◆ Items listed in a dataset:
------

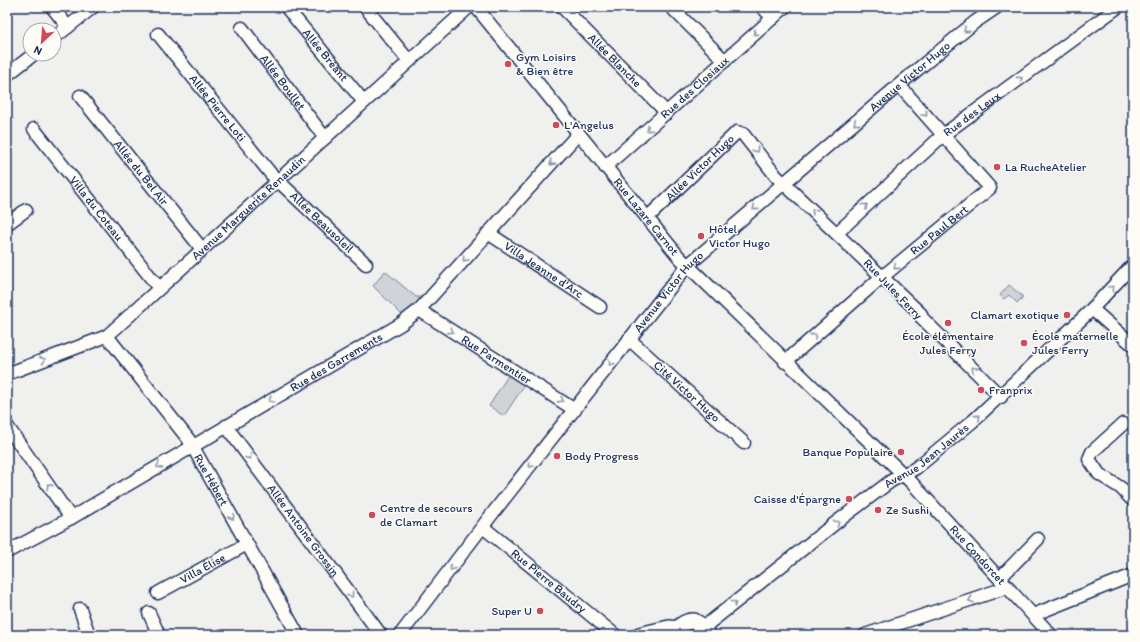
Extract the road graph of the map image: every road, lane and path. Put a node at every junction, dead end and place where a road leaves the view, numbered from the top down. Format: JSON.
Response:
{"nodes":[{"id":1,"x":52,"y":7,"type":"edge"},
{"id":2,"x":94,"y":7,"type":"edge"},
{"id":3,"x":286,"y":7,"type":"edge"},
{"id":4,"x":365,"y":7,"type":"edge"},
{"id":5,"x":469,"y":7,"type":"edge"},
{"id":6,"x":476,"y":7,"type":"edge"},
{"id":7,"x":562,"y":7,"type":"edge"},
{"id":8,"x":671,"y":7,"type":"edge"},
{"id":9,"x":762,"y":7,"type":"edge"},
{"id":10,"x":785,"y":7,"type":"edge"},
{"id":11,"x":997,"y":7,"type":"edge"},
{"id":12,"x":1118,"y":7,"type":"edge"},
{"id":13,"x":773,"y":18,"type":"junction"},
{"id":14,"x":68,"y":27,"type":"junction"},
{"id":15,"x":242,"y":28,"type":"dead end"},
{"id":16,"x":62,"y":32,"type":"edge"},
{"id":17,"x":158,"y":34,"type":"dead end"},
{"id":18,"x":409,"y":61,"type":"junction"},
{"id":19,"x":725,"y":61,"type":"junction"},
{"id":20,"x":24,"y":62,"type":"edge"},
{"id":21,"x":7,"y":75,"type":"edge"},
{"id":22,"x":899,"y":85,"type":"junction"},
{"id":23,"x":80,"y":96,"type":"dead end"},
{"id":24,"x":364,"y":102,"type":"junction"},
{"id":25,"x":667,"y":113,"type":"junction"},
{"id":26,"x":34,"y":129,"type":"dead end"},
{"id":27,"x":578,"y":134,"type":"junction"},
{"id":28,"x":943,"y":135,"type":"junction"},
{"id":29,"x":325,"y":138,"type":"junction"},
{"id":30,"x":605,"y":167,"type":"junction"},
{"id":31,"x":277,"y":181,"type":"junction"},
{"id":32,"x":784,"y":183,"type":"junction"},
{"id":33,"x":26,"y":210,"type":"dead end"},
{"id":34,"x":647,"y":218,"type":"junction"},
{"id":35,"x":7,"y":224,"type":"edge"},
{"id":36,"x":488,"y":233,"type":"junction"},
{"id":37,"x":837,"y":233,"type":"junction"},
{"id":38,"x":202,"y":250,"type":"junction"},
{"id":39,"x":366,"y":264,"type":"dead end"},
{"id":40,"x":1133,"y":265,"type":"edge"},
{"id":41,"x":687,"y":266,"type":"junction"},
{"id":42,"x":883,"y":277,"type":"junction"},
{"id":43,"x":159,"y":288,"type":"junction"},
{"id":44,"x":600,"y":307,"type":"dead end"},
{"id":45,"x":1092,"y":309,"type":"junction"},
{"id":46,"x":418,"y":310,"type":"junction"},
{"id":47,"x":107,"y":336,"type":"junction"},
{"id":48,"x":629,"y":340,"type":"junction"},
{"id":49,"x":1133,"y":345,"type":"edge"},
{"id":50,"x":785,"y":362,"type":"junction"},
{"id":51,"x":7,"y":374,"type":"edge"},
{"id":52,"x":1001,"y":397,"type":"junction"},
{"id":53,"x":575,"y":410,"type":"junction"},
{"id":54,"x":1123,"y":424,"type":"dead end"},
{"id":55,"x":7,"y":426,"type":"edge"},
{"id":56,"x":226,"y":426,"type":"junction"},
{"id":57,"x":744,"y":443,"type":"dead end"},
{"id":58,"x":192,"y":446,"type":"junction"},
{"id":59,"x":903,"y":476,"type":"junction"},
{"id":60,"x":1133,"y":501,"type":"edge"},
{"id":61,"x":71,"y":518,"type":"junction"},
{"id":62,"x":483,"y":527,"type":"junction"},
{"id":63,"x":1038,"y":539,"type":"dead end"},
{"id":64,"x":247,"y":544,"type":"junction"},
{"id":65,"x":7,"y":552,"type":"edge"},
{"id":66,"x":1133,"y":575,"type":"edge"},
{"id":67,"x":1000,"y":578,"type":"junction"},
{"id":68,"x":1008,"y":587,"type":"junction"},
{"id":69,"x":158,"y":594,"type":"dead end"},
{"id":70,"x":80,"y":609,"type":"dead end"},
{"id":71,"x":587,"y":612,"type":"junction"},
{"id":72,"x":149,"y":613,"type":"dead end"},
{"id":73,"x":1033,"y":615,"type":"junction"},
{"id":74,"x":705,"y":631,"type":"edge"},
{"id":75,"x":677,"y":632,"type":"edge"},
{"id":76,"x":89,"y":635,"type":"edge"},
{"id":77,"x":159,"y":635,"type":"edge"},
{"id":78,"x":298,"y":635,"type":"edge"},
{"id":79,"x":381,"y":635,"type":"edge"},
{"id":80,"x":400,"y":635,"type":"edge"},
{"id":81,"x":600,"y":635,"type":"edge"},
{"id":82,"x":615,"y":635,"type":"edge"},
{"id":83,"x":639,"y":635,"type":"edge"},
{"id":84,"x":865,"y":635,"type":"edge"},
{"id":85,"x":1051,"y":635,"type":"edge"}],
"edges":[{"from":1,"to":14,"type":"street"},
{"from":2,"to":14,"type":"street"},
{"from":3,"to":24,"type":"street","name":"Allée Bréant"},
{"from":4,"to":18,"type":"street"},
{"from":5,"to":18,"type":"street","name":"Avenue Marguerite Renaudin"},
{"from":6,"to":27,"type":"street","name":"Rue Lazare Carnot"},
{"from":7,"to":25,"type":"street","name":"Allée Blanche"},
{"from":8,"to":19,"type":"street"},
{"from":9,"to":13,"type":"street"},
{"from":10,"to":13,"type":"street","name":"Rue des Closiaux"},
{"from":11,"to":22,"type":"street","name":"Avenue Victor Hugo","one_way":true},
{"from":28,"to":12,"type":"street","name":"Rue des Leux","one_way":true},
{"from":13,"to":19,"type":"street","name":"Rue des Closiaux","one_way":true},
{"from":14,"to":16,"type":"street"},
{"from":15,"to":29,"type":"street","name":"Allée Boullet"},
{"from":17,"to":31,"type":"street","name":"Allée Pierre Loti"},
{"from":18,"to":24,"type":"street","name":"Avenue Marguerite Renaudin"},
{"from":19,"to":25,"type":"street","name":"Rue des Closiaux"},
{"from":20,"to":21,"type":"street"},
{"from":22,"to":28,"type":"street","name":"Rue Paul Bert","one_way":true},
{"from":22,"to":32,"type":"street","name":"Avenue Victor Hugo","one_way":true},
{"from":23,"to":38,"type":"street","name":"Allée du Bel Air"},
{"from":24,"to":29,"type":"street","name":"Avenue Marguerite Renaudin"},
{"from":25,"to":30,"type":"street","name":"Rue des Closiaux","one_way":true},
{"from":26,"to":43,"type":"street","name":"Villa du Coteau"},
{"from":27,"to":30,"type":"street","name":"Rue Lazare Carnot"},
{"from":27,"to":36,"type":"street","name":"Rue des Garrements","one_way":true},
{"from":37,"to":28,"type":"street","name":"Rue des Leux","one_way":true},
{"from":28,"to":42,"type":"street","name":"Rue Paul Bert","one_way":true},
{"from":29,"to":31,"type":"street","name":"Avenue Marguerite Renaudin"},
{"from":30,"to":34,"type":"street","name":"Rue Lazare Carnot"},
{"from":31,"to":38,"type":"street","name":"Avenue Marguerite Renaudin"},
{"from":31,"to":39,"type":"street","name":"Allée Beausoleil"},
{"from":34,"to":32,"type":"street","name":"Allée Victor Hugo","one_way":true},
{"from":37,"to":32,"type":"street","name":"Rue Jules Ferry","one_way":true},
{"from":32,"to":41,"type":"street","name":"Avenue Victor Hugo","one_way":true},
{"from":33,"to":35,"type":"street"},
{"from":34,"to":41,"type":"street","name":"Rue Lazare Carnot"},
{"from":36,"to":44,"type":"street","name":"Villa Jeanne d'Arc"},
{"from":36,"to":46,"type":"street","name":"Rue des Garrements","one_way":true},
{"from":37,"to":42,"type":"street","name":"Rue Jules Ferry"},
{"from":38,"to":43,"type":"street","name":"Avenue Marguerite Renaudin"},
{"from":45,"to":40,"type":"street","name":"Avenue Jean Jaurès","one_way":true},
{"from":41,"to":48,"type":"street","name":"Avenue Victor Hugo"},
{"from":41,"to":50,"type":"street","name":"Rue Lazare Carnot"},
{"from":50,"to":42,"type":"street","name":"Rue Paul Bert","one_way":true},
{"from":52,"to":42,"type":"street","name":"Rue Jules Ferry","one_way":true},
{"from":43,"to":47,"type":"street","name":"Avenue Marguerite Renaudin"},
{"from":45,"to":49,"type":"street"},
{"from":45,"to":52,"type":"street","name":"Avenue Jean Jaurès"},
{"from":46,"to":53,"type":"street","name":"Rue Parmentier","one_way":true},
{"from":46,"to":56,"type":"street","name":"Rue des Garrements","one_way":true},
{"from":51,"to":47,"type":"street","name":"Avenue Marguerite Renaudin","one_way":true},
{"from":47,"to":58,"type":"street","name":"Rue Hébert"},
{"from":48,"to":53,"type":"street","name":"Avenue Victor Hugo","one_way":true},
{"from":48,"to":57,"type":"street","name":"Cité Victor Hugo"},
{"from":50,"to":59,"type":"street","name":"Rue Lazare Carnot"},
{"from":59,"to":52,"type":"street","name":"Avenue Jean Jaurès","one_way":true},
{"from":53,"to":62,"type":"street","name":"Avenue Victor Hugo","one_way":true},
{"from":54,"to":60,"type":"street"},
{"from":61,"to":55,"type":"street","one_way":true},
{"from":56,"to":58,"type":"street","name":"Rue des Garrements"},
{"from":56,"to":79,"type":"street","name":"Allée Antoine Grossin","one_way":true},
{"from":58,"to":61,"type":"street","name":"Rue des Garrements","one_way":true},
{"from":58,"to":64,"type":"street","name":"Rue Hébert","one_way":true},
{"from":59,"to":67,"type":"street","name":"Rue Condorcet"},
{"from":74,"to":59,"type":"street","name":"Avenue Jean Jaurès","one_way":true},
{"from":61,"to":65,"type":"street","name":"Rue des Garrements"},
{"from":62,"to":71,"type":"street","name":"Rue Pierre Baudry"},
{"from":62,"to":80,"type":"street","name":"Avenue Victor Hugo","one_way":true},
{"from":63,"to":67,"type":"street"},
{"from":64,"to":69,"type":"street","name":"Villa Élise"},
{"from":64,"to":78,"type":"street","name":"Rue Hébert"},
{"from":66,"to":73,"type":"street"},
{"from":67,"to":68,"type":"street","name":"Rue Condorcet"},
{"from":68,"to":73,"type":"street","name":"Rue Condorcet"},
{"from":68,"to":84,"type":"street","one_way":true},
{"from":70,"to":76,"type":"street"},
{"from":71,"to":81,"type":"street"},
{"from":71,"to":82,"type":"street","name":"Rue Pierre Baudry"},
{"from":72,"to":77,"type":"street"},
{"from":73,"to":85,"type":"street","name":"Rue Condorcet"},
{"from":74,"to":75,"type":"main road"},
{"from":75,"to":83,"type":"main road"}]}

------

◆ Exercise objective:
Which of the lines in the data hold the string "Hébert"? Report each of them by copying it.

◆ Answer area:
{"from":47,"to":58,"type":"street","name":"Rue Hébert"},
{"from":58,"to":64,"type":"street","name":"Rue Hébert","one_way":true},
{"from":64,"to":78,"type":"street","name":"Rue Hébert"},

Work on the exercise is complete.